[Stored records]
Start of Block

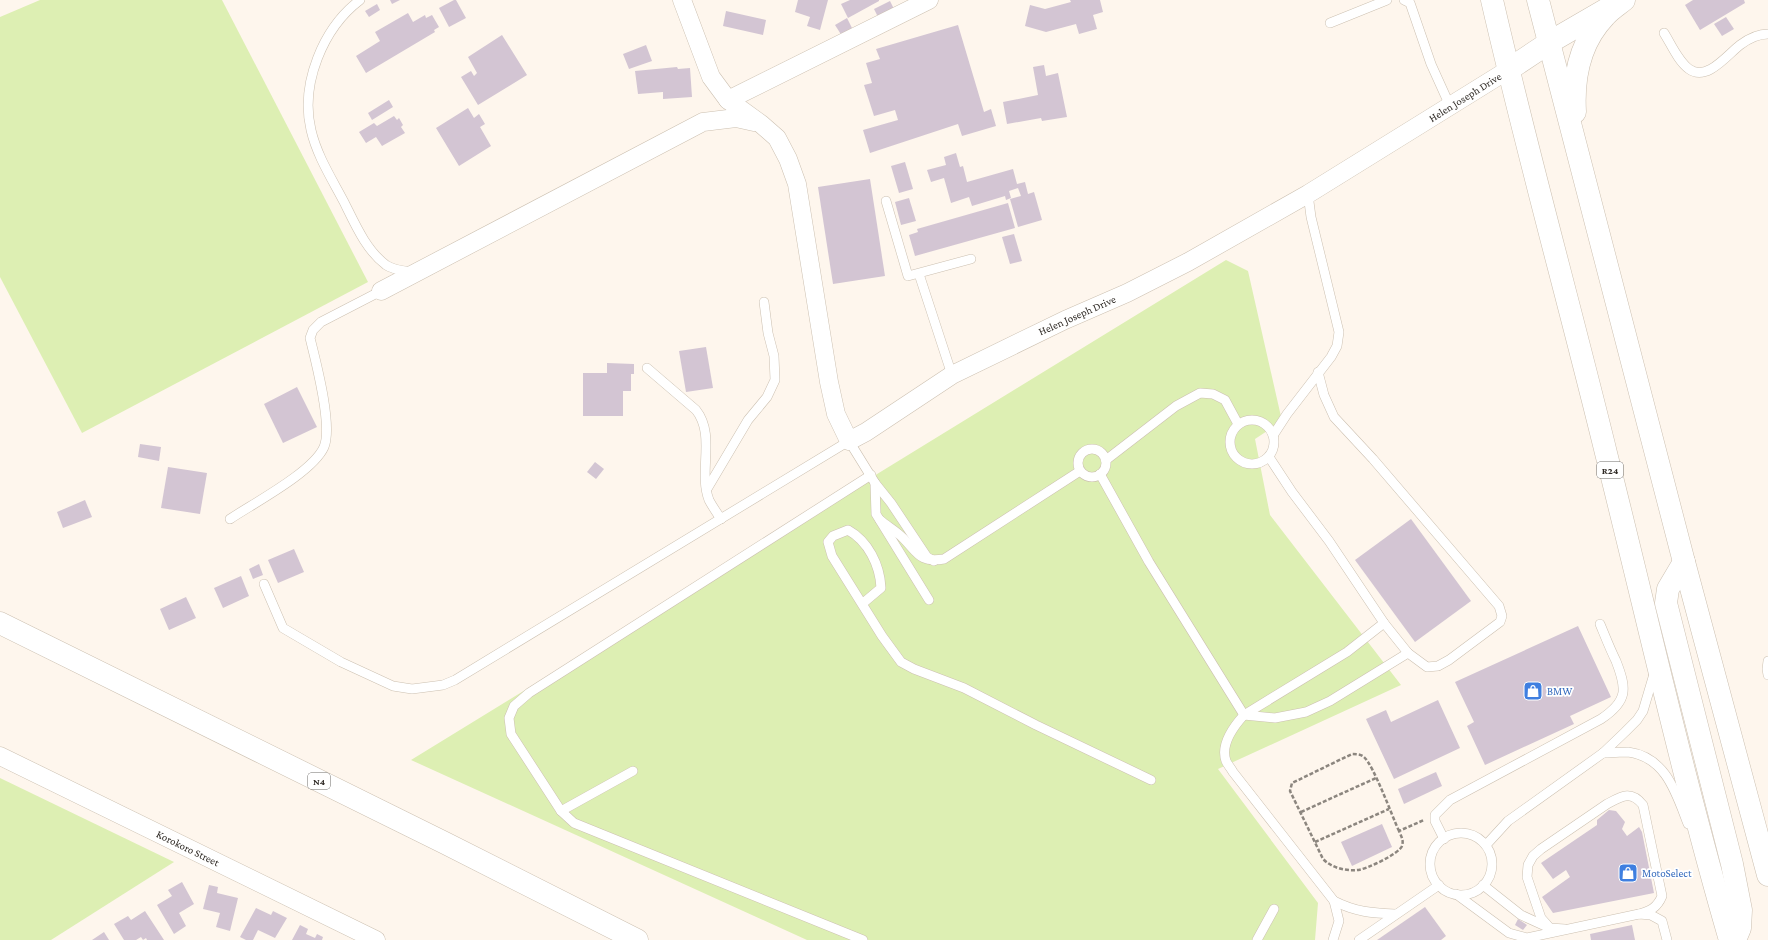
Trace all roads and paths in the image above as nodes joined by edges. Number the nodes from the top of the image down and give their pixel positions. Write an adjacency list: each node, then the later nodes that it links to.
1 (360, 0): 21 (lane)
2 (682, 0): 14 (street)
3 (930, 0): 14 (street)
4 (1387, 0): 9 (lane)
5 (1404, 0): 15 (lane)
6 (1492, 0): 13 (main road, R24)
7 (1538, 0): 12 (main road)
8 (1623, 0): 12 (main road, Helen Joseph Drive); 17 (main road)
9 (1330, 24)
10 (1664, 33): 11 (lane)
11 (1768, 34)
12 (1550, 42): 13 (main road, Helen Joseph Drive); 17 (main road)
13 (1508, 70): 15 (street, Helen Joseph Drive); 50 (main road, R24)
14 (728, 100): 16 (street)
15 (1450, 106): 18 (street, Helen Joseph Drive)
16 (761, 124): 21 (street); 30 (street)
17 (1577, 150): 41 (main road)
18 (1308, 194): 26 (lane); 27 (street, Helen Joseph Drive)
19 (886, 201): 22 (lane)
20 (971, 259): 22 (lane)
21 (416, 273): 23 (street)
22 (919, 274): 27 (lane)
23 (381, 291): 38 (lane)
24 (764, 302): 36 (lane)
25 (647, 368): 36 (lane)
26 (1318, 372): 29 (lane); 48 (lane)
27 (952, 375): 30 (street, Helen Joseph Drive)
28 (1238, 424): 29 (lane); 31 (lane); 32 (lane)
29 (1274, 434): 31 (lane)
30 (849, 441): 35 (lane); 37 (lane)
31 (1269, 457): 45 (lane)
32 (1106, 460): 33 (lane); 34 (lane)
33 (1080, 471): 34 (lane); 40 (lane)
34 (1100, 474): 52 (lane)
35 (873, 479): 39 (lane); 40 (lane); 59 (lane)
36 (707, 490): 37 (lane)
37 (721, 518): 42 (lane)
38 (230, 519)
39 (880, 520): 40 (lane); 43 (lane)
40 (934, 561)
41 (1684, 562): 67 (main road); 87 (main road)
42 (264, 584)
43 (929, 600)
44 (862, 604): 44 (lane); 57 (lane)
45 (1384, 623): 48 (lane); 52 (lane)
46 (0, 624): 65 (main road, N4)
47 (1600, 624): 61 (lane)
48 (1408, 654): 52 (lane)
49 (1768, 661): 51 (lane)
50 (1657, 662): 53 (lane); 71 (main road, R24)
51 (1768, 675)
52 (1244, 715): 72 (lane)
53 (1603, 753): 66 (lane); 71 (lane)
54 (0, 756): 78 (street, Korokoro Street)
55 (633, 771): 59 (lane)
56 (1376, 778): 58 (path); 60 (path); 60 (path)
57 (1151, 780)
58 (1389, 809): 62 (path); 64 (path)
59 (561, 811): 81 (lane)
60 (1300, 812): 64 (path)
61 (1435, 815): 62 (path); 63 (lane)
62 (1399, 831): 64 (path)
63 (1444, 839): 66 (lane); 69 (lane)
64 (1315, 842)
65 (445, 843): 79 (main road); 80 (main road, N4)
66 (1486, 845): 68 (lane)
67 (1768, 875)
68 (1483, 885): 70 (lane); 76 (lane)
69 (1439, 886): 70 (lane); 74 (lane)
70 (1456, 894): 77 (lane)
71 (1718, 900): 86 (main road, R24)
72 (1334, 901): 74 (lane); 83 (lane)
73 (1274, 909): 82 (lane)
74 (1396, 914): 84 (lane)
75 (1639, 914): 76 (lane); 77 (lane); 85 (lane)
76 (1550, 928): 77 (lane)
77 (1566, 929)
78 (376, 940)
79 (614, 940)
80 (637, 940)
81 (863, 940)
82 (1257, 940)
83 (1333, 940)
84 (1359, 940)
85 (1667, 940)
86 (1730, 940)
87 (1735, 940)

End of Block
Start of Block

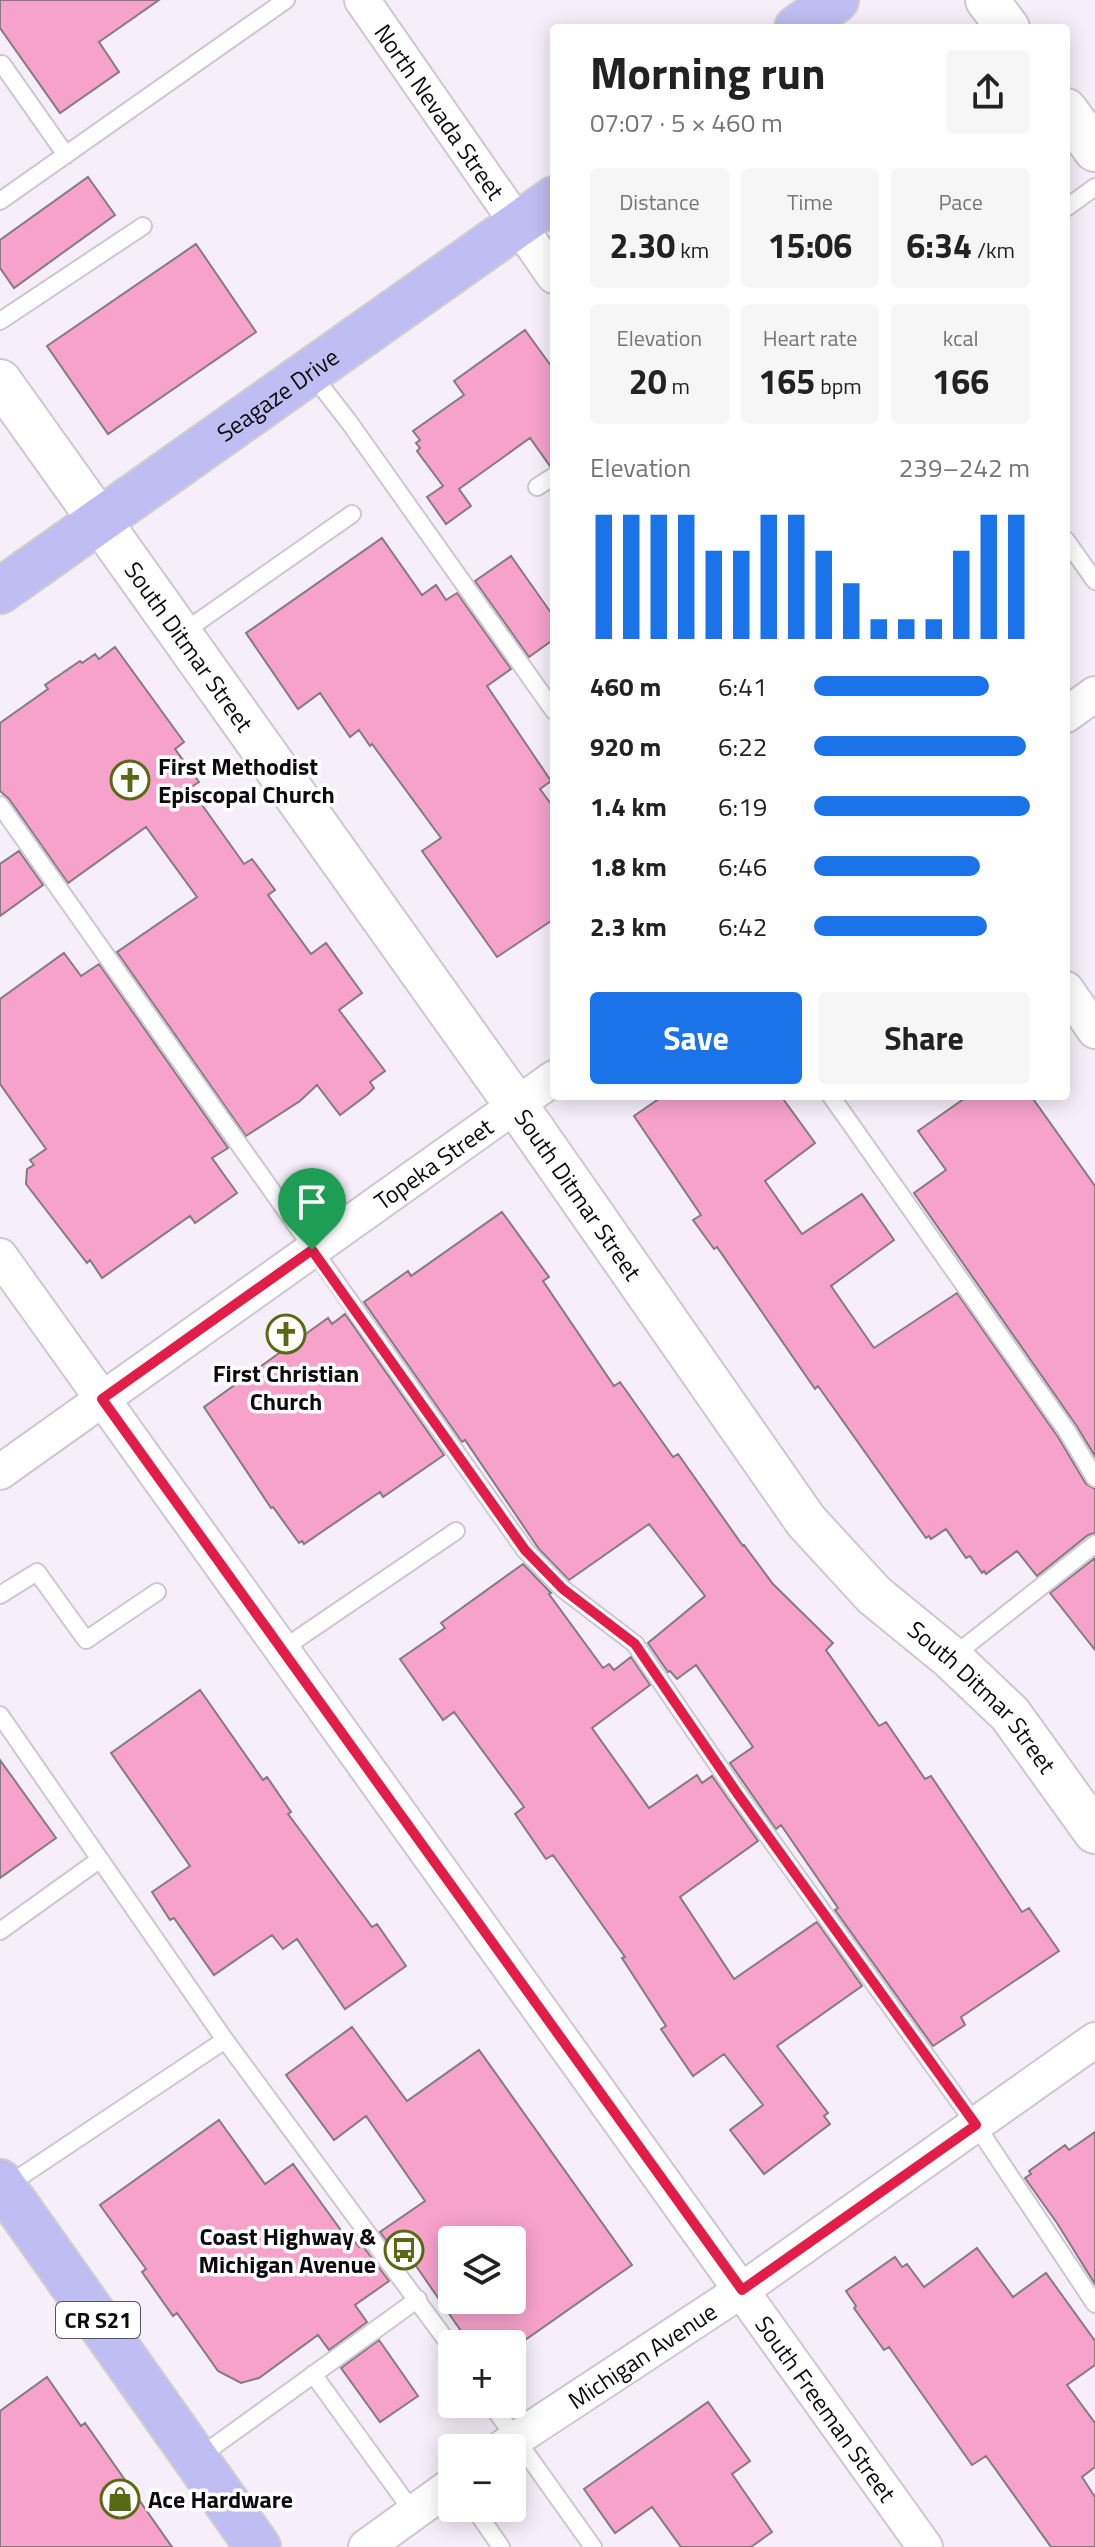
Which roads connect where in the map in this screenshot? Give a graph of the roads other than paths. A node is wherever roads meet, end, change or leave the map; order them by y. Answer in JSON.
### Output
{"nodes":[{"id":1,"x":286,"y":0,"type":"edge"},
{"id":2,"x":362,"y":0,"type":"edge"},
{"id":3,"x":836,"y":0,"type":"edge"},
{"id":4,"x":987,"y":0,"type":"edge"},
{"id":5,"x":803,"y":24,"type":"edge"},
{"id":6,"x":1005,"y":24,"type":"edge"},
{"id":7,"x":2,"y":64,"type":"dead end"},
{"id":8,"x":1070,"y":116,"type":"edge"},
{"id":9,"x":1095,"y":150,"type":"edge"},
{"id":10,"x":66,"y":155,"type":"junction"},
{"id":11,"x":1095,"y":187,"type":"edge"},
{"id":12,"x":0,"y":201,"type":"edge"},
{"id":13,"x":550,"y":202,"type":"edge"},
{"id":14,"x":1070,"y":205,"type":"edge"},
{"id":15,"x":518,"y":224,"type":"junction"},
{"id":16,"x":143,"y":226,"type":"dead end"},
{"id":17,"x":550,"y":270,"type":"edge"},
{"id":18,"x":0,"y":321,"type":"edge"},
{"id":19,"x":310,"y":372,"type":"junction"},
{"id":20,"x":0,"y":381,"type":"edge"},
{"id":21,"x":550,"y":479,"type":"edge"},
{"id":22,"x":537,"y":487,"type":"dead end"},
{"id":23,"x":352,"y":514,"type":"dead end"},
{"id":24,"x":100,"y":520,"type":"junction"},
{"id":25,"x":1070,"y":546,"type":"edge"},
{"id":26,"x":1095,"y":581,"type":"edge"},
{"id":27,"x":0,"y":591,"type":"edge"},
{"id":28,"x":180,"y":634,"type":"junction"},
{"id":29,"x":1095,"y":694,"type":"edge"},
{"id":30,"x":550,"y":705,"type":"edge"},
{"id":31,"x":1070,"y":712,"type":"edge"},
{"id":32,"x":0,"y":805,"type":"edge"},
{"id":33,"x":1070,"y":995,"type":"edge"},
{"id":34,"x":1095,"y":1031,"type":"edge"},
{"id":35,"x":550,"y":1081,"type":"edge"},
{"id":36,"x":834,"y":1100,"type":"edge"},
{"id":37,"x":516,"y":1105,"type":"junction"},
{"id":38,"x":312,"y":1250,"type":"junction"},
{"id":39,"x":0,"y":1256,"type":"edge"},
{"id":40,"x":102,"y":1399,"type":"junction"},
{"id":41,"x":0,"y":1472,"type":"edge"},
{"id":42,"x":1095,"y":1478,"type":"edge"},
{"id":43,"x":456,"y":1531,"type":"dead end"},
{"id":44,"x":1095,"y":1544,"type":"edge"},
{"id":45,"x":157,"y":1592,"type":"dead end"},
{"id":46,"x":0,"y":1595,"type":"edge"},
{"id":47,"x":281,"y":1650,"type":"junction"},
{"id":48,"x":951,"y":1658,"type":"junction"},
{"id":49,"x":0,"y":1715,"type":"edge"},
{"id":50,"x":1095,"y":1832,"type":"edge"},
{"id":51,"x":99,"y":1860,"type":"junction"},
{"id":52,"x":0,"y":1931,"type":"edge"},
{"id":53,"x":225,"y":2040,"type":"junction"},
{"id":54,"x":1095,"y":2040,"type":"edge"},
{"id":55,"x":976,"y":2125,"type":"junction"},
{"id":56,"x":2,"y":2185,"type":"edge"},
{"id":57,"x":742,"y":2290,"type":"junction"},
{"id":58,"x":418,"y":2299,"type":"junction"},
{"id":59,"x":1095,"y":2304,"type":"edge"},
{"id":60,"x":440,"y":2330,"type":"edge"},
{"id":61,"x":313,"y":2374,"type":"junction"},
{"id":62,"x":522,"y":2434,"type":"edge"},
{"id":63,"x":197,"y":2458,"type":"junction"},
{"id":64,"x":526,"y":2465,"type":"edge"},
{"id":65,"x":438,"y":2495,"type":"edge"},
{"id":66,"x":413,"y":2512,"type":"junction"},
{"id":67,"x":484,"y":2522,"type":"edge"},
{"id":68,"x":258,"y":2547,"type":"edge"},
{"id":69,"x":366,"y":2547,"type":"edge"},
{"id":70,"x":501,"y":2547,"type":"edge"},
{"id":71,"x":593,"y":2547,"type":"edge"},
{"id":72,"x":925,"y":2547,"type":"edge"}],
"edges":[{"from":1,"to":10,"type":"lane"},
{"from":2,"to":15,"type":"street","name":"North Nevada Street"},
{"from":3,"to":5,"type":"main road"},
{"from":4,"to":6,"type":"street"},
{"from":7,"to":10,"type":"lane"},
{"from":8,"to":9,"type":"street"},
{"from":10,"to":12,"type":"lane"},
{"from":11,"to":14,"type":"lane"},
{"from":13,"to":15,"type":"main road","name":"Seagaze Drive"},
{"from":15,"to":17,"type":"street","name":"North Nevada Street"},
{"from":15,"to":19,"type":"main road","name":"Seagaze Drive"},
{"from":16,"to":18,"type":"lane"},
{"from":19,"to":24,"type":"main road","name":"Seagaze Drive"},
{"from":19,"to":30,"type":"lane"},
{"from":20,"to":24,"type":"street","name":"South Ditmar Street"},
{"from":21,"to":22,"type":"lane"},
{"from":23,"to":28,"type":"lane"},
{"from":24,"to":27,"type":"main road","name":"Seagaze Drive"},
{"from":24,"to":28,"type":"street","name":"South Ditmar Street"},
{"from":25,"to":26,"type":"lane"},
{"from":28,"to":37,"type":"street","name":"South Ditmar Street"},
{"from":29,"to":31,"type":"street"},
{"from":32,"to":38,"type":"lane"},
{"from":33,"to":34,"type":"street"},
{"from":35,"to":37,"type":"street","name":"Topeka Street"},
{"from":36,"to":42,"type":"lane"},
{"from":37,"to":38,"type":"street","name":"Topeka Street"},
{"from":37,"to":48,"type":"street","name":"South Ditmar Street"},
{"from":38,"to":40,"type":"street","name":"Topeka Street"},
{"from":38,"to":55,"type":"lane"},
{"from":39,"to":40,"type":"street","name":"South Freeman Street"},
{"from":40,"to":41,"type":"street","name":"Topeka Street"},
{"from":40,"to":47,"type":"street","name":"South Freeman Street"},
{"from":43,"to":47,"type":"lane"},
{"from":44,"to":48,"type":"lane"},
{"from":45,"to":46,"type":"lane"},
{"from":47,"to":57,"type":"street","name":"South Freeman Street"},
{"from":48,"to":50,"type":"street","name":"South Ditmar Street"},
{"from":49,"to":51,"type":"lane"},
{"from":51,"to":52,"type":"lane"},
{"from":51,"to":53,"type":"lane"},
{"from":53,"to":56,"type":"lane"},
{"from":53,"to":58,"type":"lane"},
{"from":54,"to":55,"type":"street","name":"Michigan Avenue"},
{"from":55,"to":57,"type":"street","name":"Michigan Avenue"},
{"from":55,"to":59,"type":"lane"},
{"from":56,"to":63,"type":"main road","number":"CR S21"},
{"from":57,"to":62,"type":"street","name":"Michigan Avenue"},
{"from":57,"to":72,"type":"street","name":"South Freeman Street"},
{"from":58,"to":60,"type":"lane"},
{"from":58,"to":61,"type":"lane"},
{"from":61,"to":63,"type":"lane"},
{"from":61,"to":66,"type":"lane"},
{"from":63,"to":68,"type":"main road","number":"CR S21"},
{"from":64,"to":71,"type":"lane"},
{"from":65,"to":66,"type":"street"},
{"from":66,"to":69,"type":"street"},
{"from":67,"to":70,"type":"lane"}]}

End of Block

What you have to do:
Take every line from the data that includes the word "Joseph".

Task result:
8 (1623, 0): 12 (main road, Helen Joseph Drive); 17 (main road)
12 (1550, 42): 13 (main road, Helen Joseph Drive); 17 (main road)
13 (1508, 70): 15 (street, Helen Joseph Drive); 50 (main road, R24)
15 (1450, 106): 18 (street, Helen Joseph Drive)
18 (1308, 194): 26 (lane); 27 (street, Helen Joseph Drive)
27 (952, 375): 30 (street, Helen Joseph Drive)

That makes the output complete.